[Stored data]
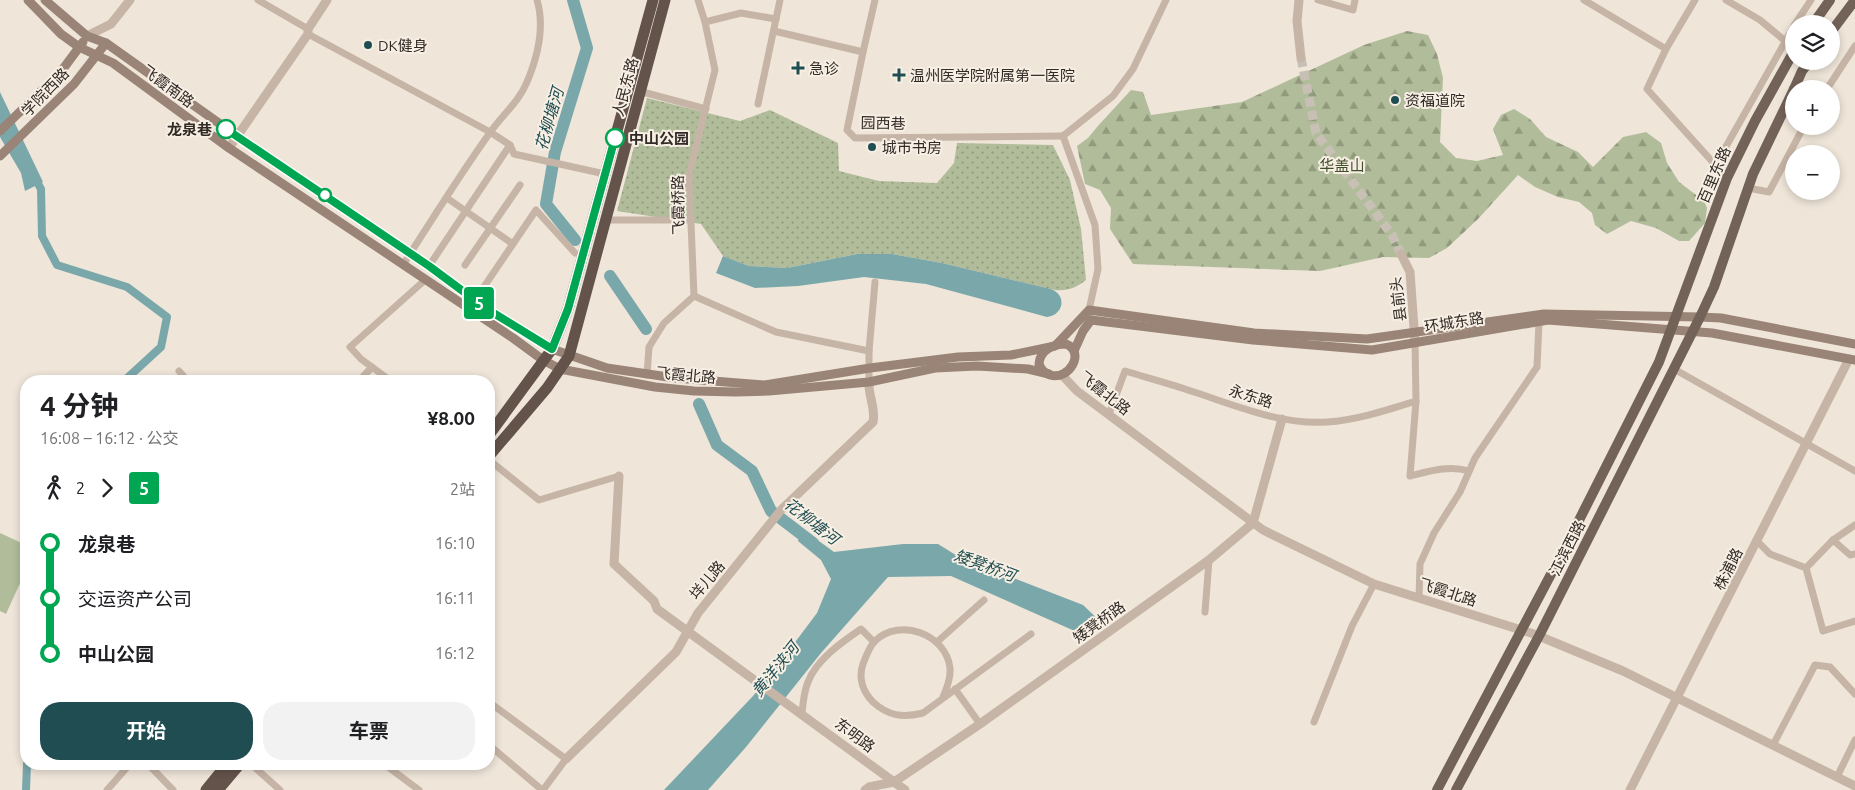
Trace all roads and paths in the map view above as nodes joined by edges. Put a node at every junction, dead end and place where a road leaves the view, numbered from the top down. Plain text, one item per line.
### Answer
1 (28, 0) edge
2 (45, 0) edge
3 (130, 0) edge
4 (258, 0) edge
5 (328, 0) edge
6 (536, 0) edge
7 (653, 0) edge
8 (665, 0) edge
9 (698, 0) edge
10 (780, 0) edge
11 (874, 0) edge
12 (1166, 0) edge
13 (1300, 0) edge
14 (1318, 0) edge
15 (1356, 0) edge
16 (1584, 0) edge
17 (1695, 0) edge
18 (1726, 0) edge
19 (1811, 0) edge
20 (1830, 0) edge
21 (1855, 0) edge
22 (1801, 15) edge
23 (1819, 15) edge
24 (776, 19) junction
25 (1840, 20) edge
26 (705, 22) junction
27 (774, 31) junction
28 (308, 32) junction
29 (87, 36) junction
30 (1784, 40) joint
31 (106, 43) junction
32 (1855, 46) edge
33 (79, 47) junction
34 (1666, 49) junction
35 (863, 52) junction
36 (97, 54) junction
37 (1300, 58) tunnel mouth
38 (1785, 67) edge
39 (1832, 80) edge
40 (639, 91) junction
41 (758, 104) dead end
42 (1785, 108) edge
43 (706, 109) junction
44 (0, 131) edge
45 (490, 132) junction
46 (1799, 135) edge
47 (237, 136) junction
48 (1063, 136) junction
49 (510, 145) junction
50 (229, 148) junction
51 (3, 154) edge
52 (1715, 166) junction
53 (605, 174) junction
54 (1728, 178) junction
55 (520, 186) dead end
56 (1748, 188) junction
57 (447, 198) junction
58 (466, 211) junction
59 (605, 220) junction
60 (691, 220) junction
61 (491, 228) junction
62 (513, 244) junction
63 (411, 253) junction
64 (575, 253) dead end
65 (1401, 254) tunnel mouth
66 (403, 265) junction
67 (465, 265) dead end
68 (429, 266) junction
69 (425, 280) junction
70 (875, 282) dead end
71 (694, 296) junction
72 (475, 300) junction
73 (1089, 310) junction
74 (1677, 317) junction
75 (1700, 317) junction
76 (1091, 320) junction
77 (1539, 322) junction
78 (1672, 330) junction
79 (1415, 332) junction
80 (1692, 332) junction
81 (1415, 342) junction
82 (1855, 344) edge
83 (1054, 346) junction
84 (552, 349) junction
85 (868, 351) junction
86 (1074, 351) junction
87 (568, 356) junction
88 (1852, 359) edge
89 (543, 360) junction
90 (372, 368) junction
91 (870, 368) junction
92 (560, 369) junction
93 (1674, 369) junction
94 (179, 371) dead end
95 (1048, 374) junction
96 (183, 375) edge
97 (365, 375) edge
98 (382, 375) edge
99 (647, 375) junction
100 (1062, 375) junction
101 (870, 382) junction
102 (1416, 401) junction
103 (1109, 414) junction
104 (1282, 419) junction
105 (495, 427) edge
106 (1806, 445) junction
107 (495, 451) edge
108 (495, 463) edge
109 (1469, 470) junction
110 (1855, 471) edge
111 (619, 476) joint
112 (1253, 523) junction
113 (1855, 525) edge
114 (1833, 540) junction
115 (1757, 541) junction
116 (1855, 554) edge
117 (1209, 560) junction
118 (1806, 568) junction
119 (1374, 584) junction
120 (1419, 598) junction
121 (984, 600) dead end
122 (1205, 612) dead end
123 (1855, 621) edge
124 (1522, 630) junction
125 (688, 631) junction
126 (1031, 634) dead end
127 (1539, 636) junction
128 (874, 642) junction
129 (938, 642) junction
130 (955, 689) junction
131 (1855, 694) edge
132 (944, 697) junction
133 (1678, 697) junction
134 (495, 706) edge
135 (802, 713) junction
136 (1314, 722) dead end
137 (980, 724) junction
138 (1855, 740) edge
139 (1773, 745) junction
140 (495, 750) edge
141 (566, 759) junction
142 (125, 770) edge
143 (154, 770) edge
144 (222, 770) edge
145 (235, 770) edge
146 (258, 770) edge
147 (392, 770) edge
148 (1837, 777) junction
149 (894, 782) junction
150 (1855, 786) edge
151 (107, 790) edge
152 (173, 790) edge
153 (206, 790) edge
154 (218, 790) edge
155 (280, 790) edge
156 (419, 790) edge
157 (543, 790) edge
158 (865, 790) edge
159 (905, 790) edge
160 (1437, 790) edge
161 (1456, 790) edge
162 (1630, 790) edge

1 - 33 main road, 飞霞南路
2 - 29 main road, 飞霞南路
3 - 29 street
4 - 28 street
5 - 28 street
6 - 45 street
7 - 53 highway, 人民东路
8 - 40 highway, 人民东路
9 - 26 street, 飞霞桥路
10 - 24 street
11 - 35 street
12 - 48 street
13 - 37 street
14 - 15 street
16 - 34 street
17 - 34 street
18 - 30 street
19 - 22 street
20 - 23 main road
21 - 25 main road
24 - 26 street
24 - 27 street
26 - 43 street, 飞霞桥路
27 - 35 street
27 - 41 street
28 - 45 street
28 - 47 street
29 - 31 main road, 飞霞南路
29 - 33 main road, 学院西路
30 - 52 street
31 - 36 main road, 学院西路
31 - 47 main road, 飞霞南路
32 - 39 street
33 - 36 main road, 飞霞南路
33 - 44 main road, 学院西路
34 - 52 street
35 - 48 street, 园西巷
36 - 50 main road, 飞霞南路
36 - 51 main road, 学院西路
38 - 54 main road, 百里东路
40 - 43 street
40 - 59 highway, 人民东路
42 - 56 main road
43 - 60 street, 飞霞桥路
45 - 49 street
45 - 57 street
46 - 56 street
47 - 50 street
47 - 63 main road, 飞霞南路
48 - 73 street
49 - 53 street
49 - 58 street
50 - 66 main road, 飞霞南路
52 - 54 street
53 - 84 highway, 人民东路
54 - 74 main road, 百里东路
55 - 61 street
56 - 75 main road
57 - 58 street
57 - 63 street
58 - 61 street
58 - 68 street
59 - 60 street
59 - 87 highway, 人民东路
60 - 71 street, 飞霞桥路
61 - 62 street
61 - 67 street
62 - 64 street
62 - 72 street
63 - 66 street
63 - 68 main road, 飞霞南路
65 - 79 street, 县前头
66 - 69 main road, 飞霞南路
68 - 72 main road, 飞霞南路
69 - 89 main road, 飞霞南路
69 - 90 street
70 - 85 street
71 - 85 street
71 - 99 street
72 - 84 main road, 飞霞南路
73 - 76 street
73 - 79 main road, 环城东路
73 - 83 main road
74 - 75 main road, 环城东路
74 - 78 main road, 江滨西路
74 - 79 main road, 环城东路
75 - 80 main road, 江滨西路
75 - 82 main road, 环城东路
76 - 81 main road, 环城东路
76 - 86 main road
77 - 78 main road, 环城东路
77 - 81 main road, 环城东路
77 - 109 street
78 - 80 main road, 环城东路
78 - 124 main road, 江滨西路
79 - 81 street, 县前头
80 - 88 main road, 环城东路
80 - 93 main road, 江滨西路
81 - 102 street
83 - 86 main road, 飞霞北路
83 - 91 main road, 飞霞北路
83 - 95 main road
84 - 87 main road, 飞霞北路
84 - 89 highway, 人民东路
85 - 91 street
86 - 100 main road, 飞霞北路
87 - 92 highway, 人民东路
87 - 99 main road, 飞霞北路
88 - 106 street, 株浦路
89 - 92 main road, 飞霞北路
89 - 105 highway, 人民东路
90 - 97 street
90 - 98 street
91 - 99 main road, 飞霞北路
91 - 101 street
92 - 101 main road, 飞霞北路
92 - 107 highway, 人民东路
93 - 106 street
93 - 127 main road, 江滨西路
94 - 96 street
95 - 100 main road, 飞霞北路
95 - 101 main road, 飞霞北路
100 - 103 street, 飞霞北路
101 - 125 street, 垟儿路
102 - 104 street, 永东路
102 - 109 street
103 - 104 street, 永东路
103 - 112 street, 飞霞北路
104 - 112 street
106 - 110 street
106 - 115 street, 株浦路
108 - 111 street
109 - 120 street
111 - 125 street, 东明路
112 - 117 street, 矮凳桥路
112 - 119 street, 飞霞北路
113 - 114 street
114 - 116 street
114 - 118 street
115 - 118 street
115 - 133 street, 株浦路
117 - 122 street
117 - 137 street, 矮凳桥路
118 - 123 street
119 - 120 street, 飞霞北路
119 - 136 street
120 - 124 street, 飞霞北路
121 - 129 street
124 - 127 street, 飞霞北路
124 - 160 main road, 江滨西路
125 - 135 street, 东明路
125 - 141 street, 垟儿路
126 - 130 street
127 - 133 street, 飞霞北路
127 - 161 main road, 江滨西路
128 - 129 street
128 - 132 street
128 - 135 street
129 - 132 street
130 - 132 street
130 - 137 street
131 - 139 street
133 - 139 street, 飞霞北路
133 - 162 street, 株浦路
134 - 141 street
135 - 149 street, 东明路
137 - 149 street, 矮凳桥路
138 - 148 street
139 - 148 street, 飞霞北路
140 - 157 street
141 - 157 street, 垟儿路
142 - 151 street
143 - 152 street
144 - 153 highway
145 - 154 highway
146 - 155 street
147 - 156 street
148 - 150 street, 飞霞北路
149 - 158 street, 矮凳桥路
149 - 159 street, 东明路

— EXERCISE DETAILS —
Your reply must consist solely of the number of lines in the data that contain the word "百里东路".

— ANSWER SECTION —
2